What about the name _Γεώργιος / Georgius_ which was adopted into Slavic languages with j? Czech _Jiří_, Slovene _Jurij_, Polish _Jerzy_, Croatian _Juraj_, Russian _Юрий_ etc.


----------



## Gerry905

In Bulgarian _Γεώργιος _is _Георги._ I think the situation is similar in Serbian and Macedonian but I'm not 100% sure.


----------



## Panceltic

Yes, you are right. The Serbian version is _Ђорђе_ and the Macedonian is _Ѓорѓи_. Russian has also a variant: _Георгий_.


----------



## Christo Tamarin

Gerry905 said:


> In Bulgarian _Γεώργιος _is _Георги._ I think the situation is similar in Serbian and Macedonian but I'm not 100% sure.


In Macedonian: Георгиевски, Георгиевски, Ѓорге Иванов.

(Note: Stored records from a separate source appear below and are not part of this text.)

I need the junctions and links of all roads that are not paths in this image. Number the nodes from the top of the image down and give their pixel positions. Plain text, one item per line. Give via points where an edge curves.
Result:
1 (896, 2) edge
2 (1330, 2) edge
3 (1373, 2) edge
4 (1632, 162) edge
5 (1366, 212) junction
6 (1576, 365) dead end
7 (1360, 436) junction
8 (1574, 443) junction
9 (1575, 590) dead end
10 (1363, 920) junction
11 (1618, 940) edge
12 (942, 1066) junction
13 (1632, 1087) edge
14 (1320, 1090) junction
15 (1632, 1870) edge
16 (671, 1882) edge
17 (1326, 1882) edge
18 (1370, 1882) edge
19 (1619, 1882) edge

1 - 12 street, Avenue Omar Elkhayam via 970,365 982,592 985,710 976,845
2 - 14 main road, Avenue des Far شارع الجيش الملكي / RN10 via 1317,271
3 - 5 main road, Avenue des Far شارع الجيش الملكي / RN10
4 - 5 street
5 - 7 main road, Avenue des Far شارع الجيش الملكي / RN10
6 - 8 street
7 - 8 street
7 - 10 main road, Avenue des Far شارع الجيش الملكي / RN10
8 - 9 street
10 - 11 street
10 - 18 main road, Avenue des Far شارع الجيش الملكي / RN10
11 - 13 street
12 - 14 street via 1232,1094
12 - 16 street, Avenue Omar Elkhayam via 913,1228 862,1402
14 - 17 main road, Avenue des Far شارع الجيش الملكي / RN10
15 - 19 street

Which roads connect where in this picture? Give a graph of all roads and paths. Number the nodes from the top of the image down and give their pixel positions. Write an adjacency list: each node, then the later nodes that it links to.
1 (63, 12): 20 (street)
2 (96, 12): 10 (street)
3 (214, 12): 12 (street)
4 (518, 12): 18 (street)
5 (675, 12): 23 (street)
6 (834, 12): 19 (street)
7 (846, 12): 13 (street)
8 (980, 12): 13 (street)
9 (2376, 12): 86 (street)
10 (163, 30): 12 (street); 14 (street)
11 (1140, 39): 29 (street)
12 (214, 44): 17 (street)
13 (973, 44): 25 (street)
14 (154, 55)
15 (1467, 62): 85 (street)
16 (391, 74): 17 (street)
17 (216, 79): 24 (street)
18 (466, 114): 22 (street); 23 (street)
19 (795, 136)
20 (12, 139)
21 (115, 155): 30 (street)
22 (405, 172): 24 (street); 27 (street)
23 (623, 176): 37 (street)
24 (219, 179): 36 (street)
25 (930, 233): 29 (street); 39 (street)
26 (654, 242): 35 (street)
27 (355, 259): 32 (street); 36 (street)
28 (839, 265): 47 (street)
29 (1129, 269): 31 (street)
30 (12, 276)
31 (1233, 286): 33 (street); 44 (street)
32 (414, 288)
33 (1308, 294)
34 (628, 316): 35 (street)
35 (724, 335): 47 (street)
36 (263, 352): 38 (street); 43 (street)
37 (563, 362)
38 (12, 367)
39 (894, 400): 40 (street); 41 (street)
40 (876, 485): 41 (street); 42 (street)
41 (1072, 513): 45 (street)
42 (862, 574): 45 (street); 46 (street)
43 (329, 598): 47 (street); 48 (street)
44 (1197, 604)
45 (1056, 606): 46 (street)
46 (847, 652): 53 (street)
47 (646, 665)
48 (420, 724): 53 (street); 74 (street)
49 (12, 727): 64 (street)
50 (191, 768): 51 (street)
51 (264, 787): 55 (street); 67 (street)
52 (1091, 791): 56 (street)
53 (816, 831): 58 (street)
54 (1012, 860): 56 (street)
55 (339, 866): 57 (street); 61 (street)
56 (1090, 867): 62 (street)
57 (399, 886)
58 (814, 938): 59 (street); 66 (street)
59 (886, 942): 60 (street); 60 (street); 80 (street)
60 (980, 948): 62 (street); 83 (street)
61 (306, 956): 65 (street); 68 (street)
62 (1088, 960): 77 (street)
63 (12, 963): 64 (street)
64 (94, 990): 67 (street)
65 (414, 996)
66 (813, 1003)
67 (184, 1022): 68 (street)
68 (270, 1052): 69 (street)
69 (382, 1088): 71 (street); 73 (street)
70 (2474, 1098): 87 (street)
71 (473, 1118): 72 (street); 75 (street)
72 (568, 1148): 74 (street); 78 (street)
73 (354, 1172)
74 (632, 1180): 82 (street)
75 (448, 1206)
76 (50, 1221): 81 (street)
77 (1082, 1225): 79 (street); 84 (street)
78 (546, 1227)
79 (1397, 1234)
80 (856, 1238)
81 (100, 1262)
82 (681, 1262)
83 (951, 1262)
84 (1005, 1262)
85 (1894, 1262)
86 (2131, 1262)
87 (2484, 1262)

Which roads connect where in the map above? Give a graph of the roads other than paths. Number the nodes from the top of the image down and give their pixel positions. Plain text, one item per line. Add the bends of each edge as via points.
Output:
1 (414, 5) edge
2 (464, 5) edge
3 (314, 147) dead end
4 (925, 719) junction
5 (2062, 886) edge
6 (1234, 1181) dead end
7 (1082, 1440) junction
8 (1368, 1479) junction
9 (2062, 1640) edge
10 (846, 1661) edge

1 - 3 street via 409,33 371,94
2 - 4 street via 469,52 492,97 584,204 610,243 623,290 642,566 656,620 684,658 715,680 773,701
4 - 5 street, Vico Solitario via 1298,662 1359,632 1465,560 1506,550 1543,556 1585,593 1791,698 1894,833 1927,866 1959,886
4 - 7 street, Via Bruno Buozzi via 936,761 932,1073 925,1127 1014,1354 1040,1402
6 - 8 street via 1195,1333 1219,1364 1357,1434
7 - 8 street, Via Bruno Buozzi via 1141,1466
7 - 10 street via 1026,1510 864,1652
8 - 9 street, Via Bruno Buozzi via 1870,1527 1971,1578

In Bulgarian, Георги/Георге/Гьорге/Гьорги are just different spellings of the same name. In the vernacular speech, they cannot be distinguished. The Russian form Георгий and the spellings Гео- are а result of the literary tradition. In Bulgarian/Macedonian/Russian, the pronunciation is not Ге-о- (as in география - geography), but just Гьо-.

In Serbian: Đorđe Petrović. I suppose this has been influenced by catholic sides (croatian < hungarian < italian).



Panceltic said:


> What about the name _Γεώργιος / Georgius_ which was adopted into Slavic languages with j? Czech _Jiří_, Slovene _Jurij_, Polish _Jerzy_, Croatian _Juraj_, Russian _Юрий_ etc.


In Bulgarian, besides Георги/Георге/Гьорге/Гьорги, there is also Йорго.

The J in Slavic (Bulgarian _Йорго_, Czech _Jiří_, Slovene _Jurij_, Polish _Jerzy_, Croatian _Juraj_, Russian _Юрий_ etc.) just follows the Greek vernacular pronunciation.


----------



## Gerry905

Christo Tamarin said:


> In Bulgarian, besides Георги/Георге/Гьорге/Гьорги, there is also Йорго.



Really?? I've never ever seen _Гьорге_ or _Гьорги_. In fact, I think most people would think it's a typo.


----------



## Christo Tamarin

Gerry905 said:


> Christo Tamarin said:
> 
> 
> 
> In Bulgarian, besides Георги/Георге/Гьорге/Гьорги, there is also Йорго.
> 
> 
> 
> Really?? I've never ever seen _Гьорге_ or _Гьорги_. In fact, I think most people would think it's a typo.
Click to expand...

The spelling of personal names is of personal matter. Historically, it is _Гьорге, _shared by Slavo-Balkanic and Romano-Balkanic population. The vocal reduction in East Bulgarian gave _Гьорги, _and the traditional spelling in Greek and Russian gave _Гeорги._


----------



## Panceltic

Until relatively recently, the spelling of personal names was actually not a personal matter. Upon birth, parents usually chose a name of a saint or an ancient Slavic name from an established (though non-codified) list of names, so names changed very little.

Nicknames are another subject, of course. And they were almost never written down.


----------